I did received a few questions about the April column. Greg Arserio reported that the zero-weight-zero-resistance superconducting wire (Radio Shack part #555-1212) is no longer available.  I realized that they may have had problems with the highly radioactive nature of the material, but all I can suggest is that you complain to your local Radio Shack about their tendency to discontinue parts that are hard to find elsewhere.

Pete O'Shea expressed surprise over what electrons actually look like. What can I say? That's what they look like! And Bob Al7ev (AOL users always seem to have weird names!) suggested using a Discwasher static discharge gun originally designed to de-static LP records (remember them?) to discharge the static accumulation on a plane. After a few emails back and forth, we concluded that the best way to use this would be to mount the gun on a 'Static Discharge Plane', set up with a servo on the trigger. The Static Discharge Plane would fly in front of other planes occasionally, and set off the discharge gun. The Static Discharge Plane pilot would, of course, charge for this discharge service, so that they would be able to discharge their hobby expenses on their tax return. What a way to make a living!

Beginner's Corner: Breaking in a 'Can' Motor

If you have been around electric flight for very long, you have probably heard other flyers mention 'breaking in' a 'can' motor. You may have even done it yourself. Some people may make specific claims about what break-in will do for a motor in terms of increased RPM; I will leave the specific claims to others.  I think that breaking in a motor is a good idea, and so does Kirk Massey at New Creations R/C, and so do a lot of other people.
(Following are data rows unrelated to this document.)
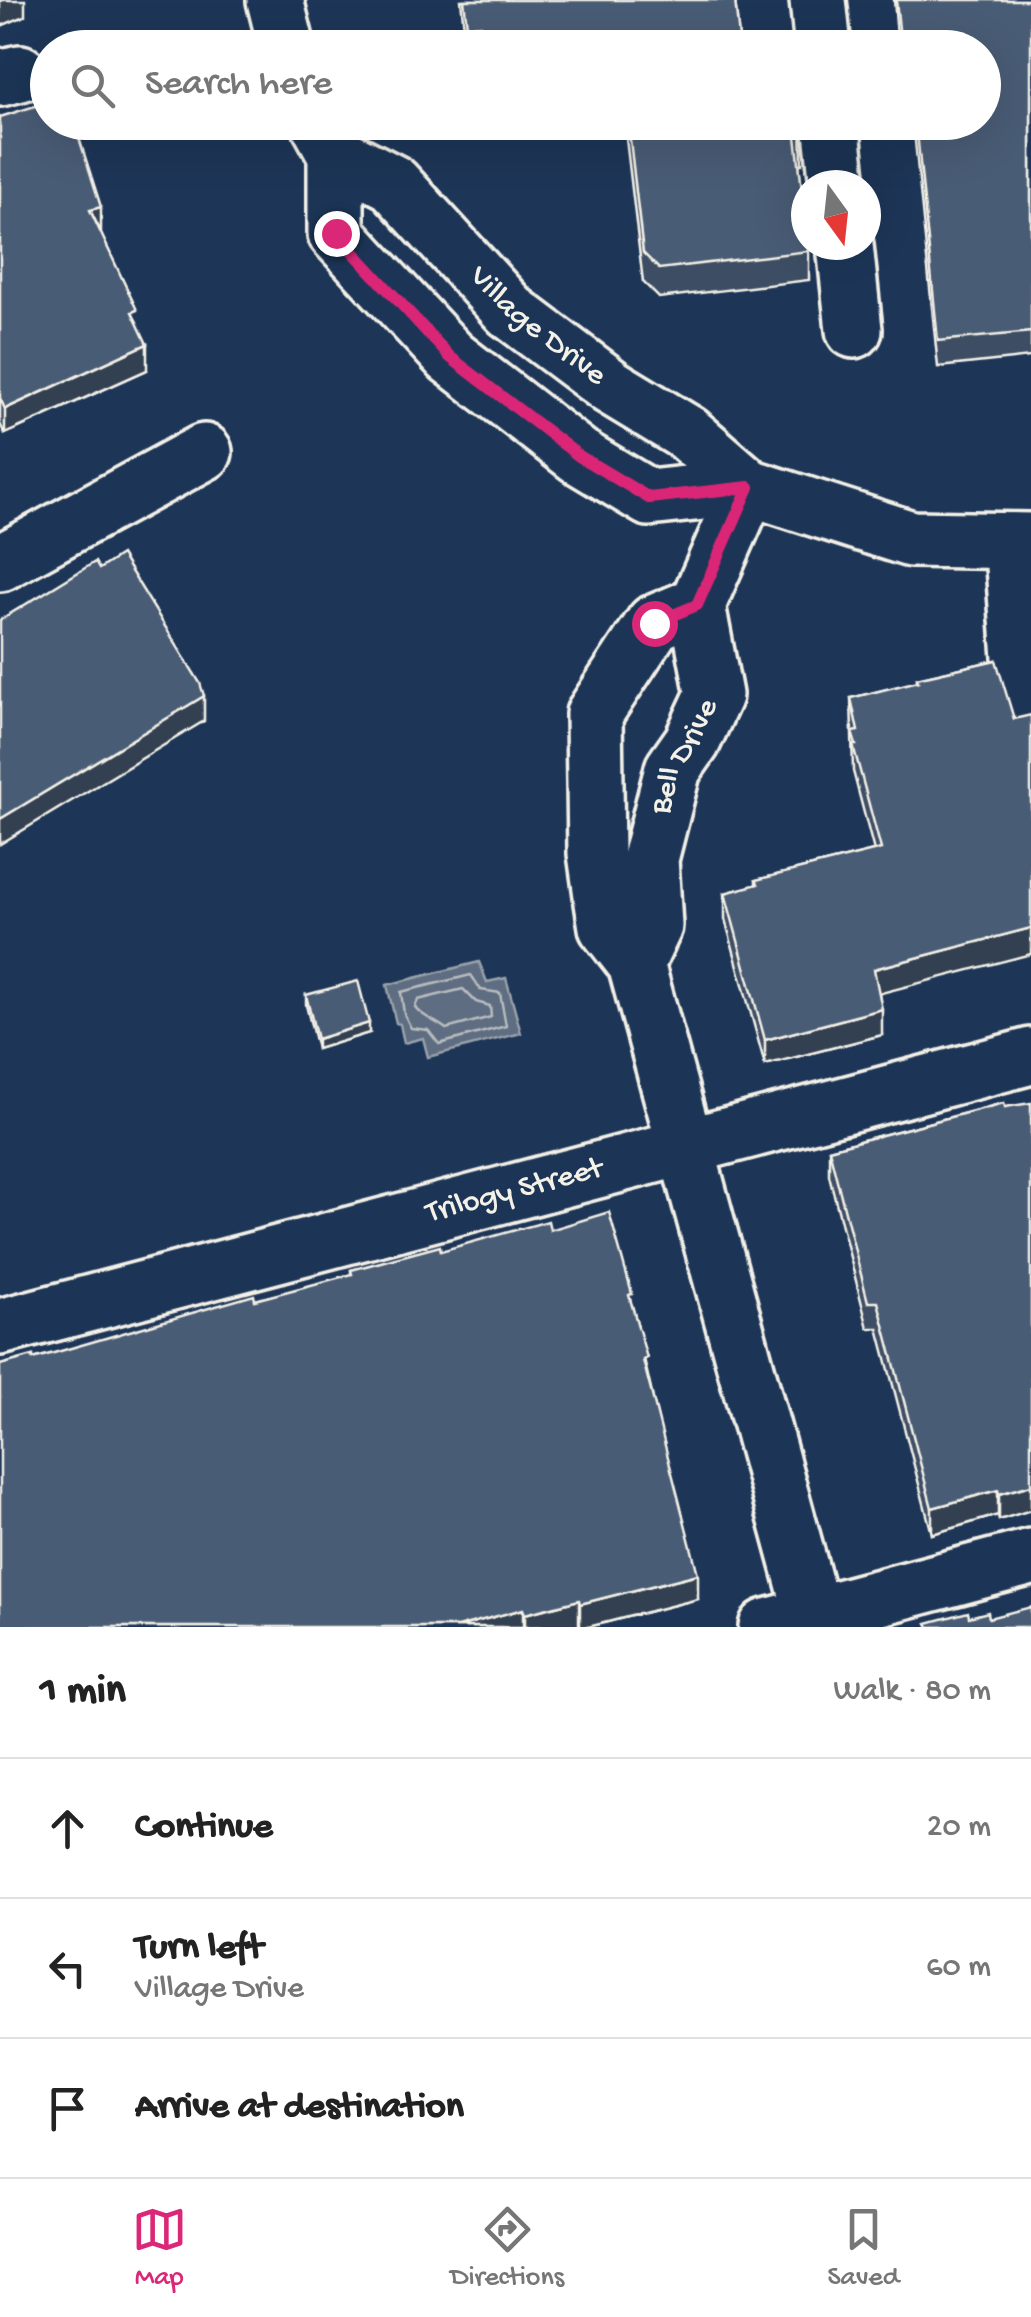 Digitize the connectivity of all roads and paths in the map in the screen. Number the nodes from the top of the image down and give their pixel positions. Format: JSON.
{"nodes":[{"id":1,"x":275,"y":0,"type":"edge"},
{"id":2,"x":818,"y":0,"type":"edge"},
{"id":3,"x":282,"y":30,"type":"edge"},
{"id":4,"x":821,"y":30,"type":"edge"},
{"id":5,"x":327,"y":140,"type":"edge"},
{"id":6,"x":330,"y":140,"type":"edge"},
{"id":7,"x":833,"y":140,"type":"edge"},
{"id":8,"x":836,"y":170,"type":"edge"},
{"id":9,"x":847,"y":260,"type":"edge"},
{"id":10,"x":854,"y":330,"type":"dead end"},
{"id":11,"x":204,"y":452,"type":"dead end"},
{"id":12,"x":749,"y":487,"type":"junction"},
{"id":13,"x":1021,"y":541,"type":"edge"},
{"id":14,"x":0,"y":562,"type":"edge"},
{"id":15,"x":697,"y":605,"type":"junction"},
{"id":16,"x":1026,"y":676,"type":"edge"},
{"id":17,"x":596,"y":760,"type":"junction"},
{"id":18,"x":673,"y":768,"type":"junction"},
{"id":19,"x":636,"y":964,"type":"junction"},
{"id":20,"x":1031,"y":1056,"type":"edge"},
{"id":21,"x":685,"y":1147,"type":"junction"},
{"id":22,"x":0,"y":1327,"type":"edge"},
{"id":23,"x":1031,"y":1557,"type":"edge"},
{"id":24,"x":790,"y":1621,"type":"edge"}],
"edges":[{"from":1,"to":3,"type":"street"},
{"from":2,"to":4,"type":"street"},
{"from":5,"to":12,"type":"street","name":"Village Drive"},
{"from":6,"to":12,"type":"street","name":"Village Drive"},
{"from":7,"to":8,"type":"street"},
{"from":9,"to":10,"type":"street"},
{"from":11,"to":14,"type":"street"},
{"from":12,"to":13,"type":"street","name":"Village Drive"},
{"from":12,"to":15,"type":"street"},
{"from":13,"to":16,"type":"street"},
{"from":15,"to":17,"type":"street","name":"Bell Drive"},
{"from":15,"to":18,"type":"street","name":"Bell Drive"},
{"from":17,"to":18,"type":"street"},
{"from":17,"to":19,"type":"street","name":"Bell Drive"},
{"from":18,"to":19,"type":"street","name":"Bell Drive"},
{"from":19,"to":21,"type":"street","name":"Bell Drive"},
{"from":20,"to":21,"type":"street","name":"Trilogy Street"},
{"from":21,"to":22,"type":"street","name":"Trilogy Street"},
{"from":21,"to":24,"type":"street","name":"Bell Drive"},
{"from":23,"to":24,"type":"street"}]} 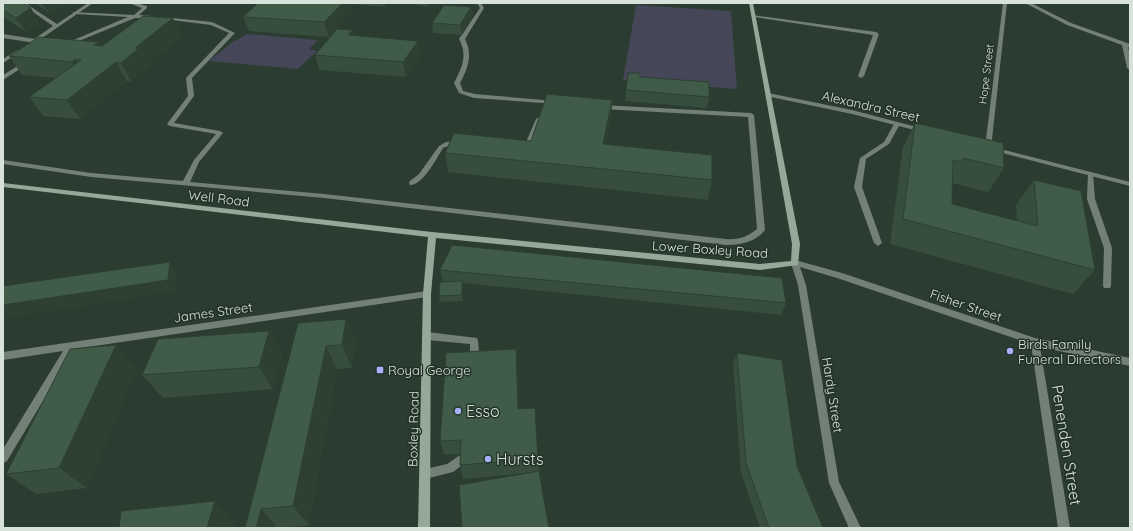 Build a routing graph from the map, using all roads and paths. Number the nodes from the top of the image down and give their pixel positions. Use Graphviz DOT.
graph roads {
  1 [pos="22,3"];
  2 [pos="91,3"];
  3 [pos="131,3"];
  4 [pos="479,3"];
  5 [pos="752,3"];
  6 [pos="1005,3"];
  7 [pos="1026,3"];
  8 [pos="75,13"];
  9 [pos="135,16"];
  10 [pos="754,16"];
  11 [pos="56,26"];
  12 [pos="3,36"];
  13 [pos="35,41"];
  14 [pos="28,45"];
  15 [pos="1128,45"];
  16 [pos="60,46"];
  17 [pos="22,49"];
  18 [pos="34,58"];
  19 [pos="3,62"];
  20 [pos="1130,68"];
  21 [pos="861,76"];
  22 [pos="3,78"];
  23 [pos="768,95"];
  24 [pos="562,104"];
  25 [pos="598,106"];
  26 [pos="544,109"];
  27 [pos="897,124"];
  28 [pos="927,132"];
  29 [pos="464,143"];
  30 [pos="980,145"];
  31 [pos="988,147"];
  32 [pos="518,149"];
  33 [pos="3,162"];
  34 [pos="1090,174"];
  35 [pos="412,183"];
  36 [pos="186,184"];
  37 [pos="1130,184"];
  38 [pos="3,185"];
  39 [pos="432,235"];
  40 [pos="878,243"];
  41 [pos="795,263"];
  42 [pos="1107,286"];
  43 [pos="427,294"];
  44 [pos="427,336"];
  45 [pos="1035,342"];
  46 [pos="71,346"];
  47 [pos="3,356"];
  48 [pos="1130,362"];
  49 [pos="475,372"];
  50 [pos="477,448"];
  51 [pos="3,458"];
  52 [pos="425,474"];
  53 [pos="424,528"];
  54 [pos="855,528"];
  55 [pos="1064,528"];
  1 -- 11 [label="street"];
  2 -- 8 [label="street"];
  3 -- 9 [label="street"];
  4 -- 26 [label="street"];
  5 -- 10 [label="main road"];
  6 -- 31 [label="street, Hope Street"];
  7 -- 15 [label="street"];
  8 -- 9 [label="street"];
  8 -- 11 [label="street"];
  9 -- 16 [label="street"];
  9 -- 36 [label="street"];
  10 -- 21 [label="street"];
  10 -- 23 [label="main road"];
  11 -- 13 [label="street"];
  12 -- 13 [label="street"];
  13 -- 14 [label="street"];
  15 -- 20 [label="street"];
  17 -- 19 [label="street"];
  18 -- 22 [label="street"];
  23 -- 27 [label="street, Alexandra Street"];
  23 -- 41 [label="main road"];
  24 -- 26 [label="street"];
  25 -- 36 [label="street"];
  26 -- 32 [label="street"];
  27 -- 28 [label="street, Alexandra Street"];
  27 -- 40 [label="street"];
  29 -- 35 [label="street"];
  30 -- 31 [label="street"];
  31 -- 34 [label="street"];
  33 -- 36 [label="street"];
  34 -- 37 [label="street"];
  34 -- 42 [label="street"];
  38 -- 39 [label="main road, Well Road"];
  39 -- 41 [label="main road, Lower Boxley Road"];
  39 -- 43 [label="main road, Boxley Road"];
  41 -- 45 [label="street, Fisher Street"];
  41 -- 54 [label="street, Hardy Street"];
  43 -- 44 [label="main road, Boxley Road"];
  43 -- 46 [label="street, James Street"];
  44 -- 49 [label="street"];
  44 -- 52 [label="main road, Boxley Road"];
  45 -- 48 [label="street, Fisher Street"];
  45 -- 55 [label="street, Penenden Street"];
  46 -- 47 [label="street, James Street"];
  46 -- 51 [label="street"];
  50 -- 52 [label="street"];
  52 -- 53 [label="main road, Boxley Road"];
}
This article applies ONLY to brushed motors; brushless motors do not require any sort of break-in. First all, a few definitions are in order:

What is a 'can' motor? A 'Can' motor is one that typically has the motor housing body and front plate pressed from a single piece of metal, similar to a drink can. The back plate may be either metal or plastic, and is typically held in place by metal tabs and/or crimping. The Graupner Speed xxx series are all 'can' motors, as are the Robbe 'Power' series, virtually all car or 'buggy' motors, and many, many others. Astro Flight, Mega, Plettenberg, and Graupner Ultra motors are NOT 'can' motors. A general rule of thumb is that if you paid less than US$50 for a motor, it is a 'can' motor.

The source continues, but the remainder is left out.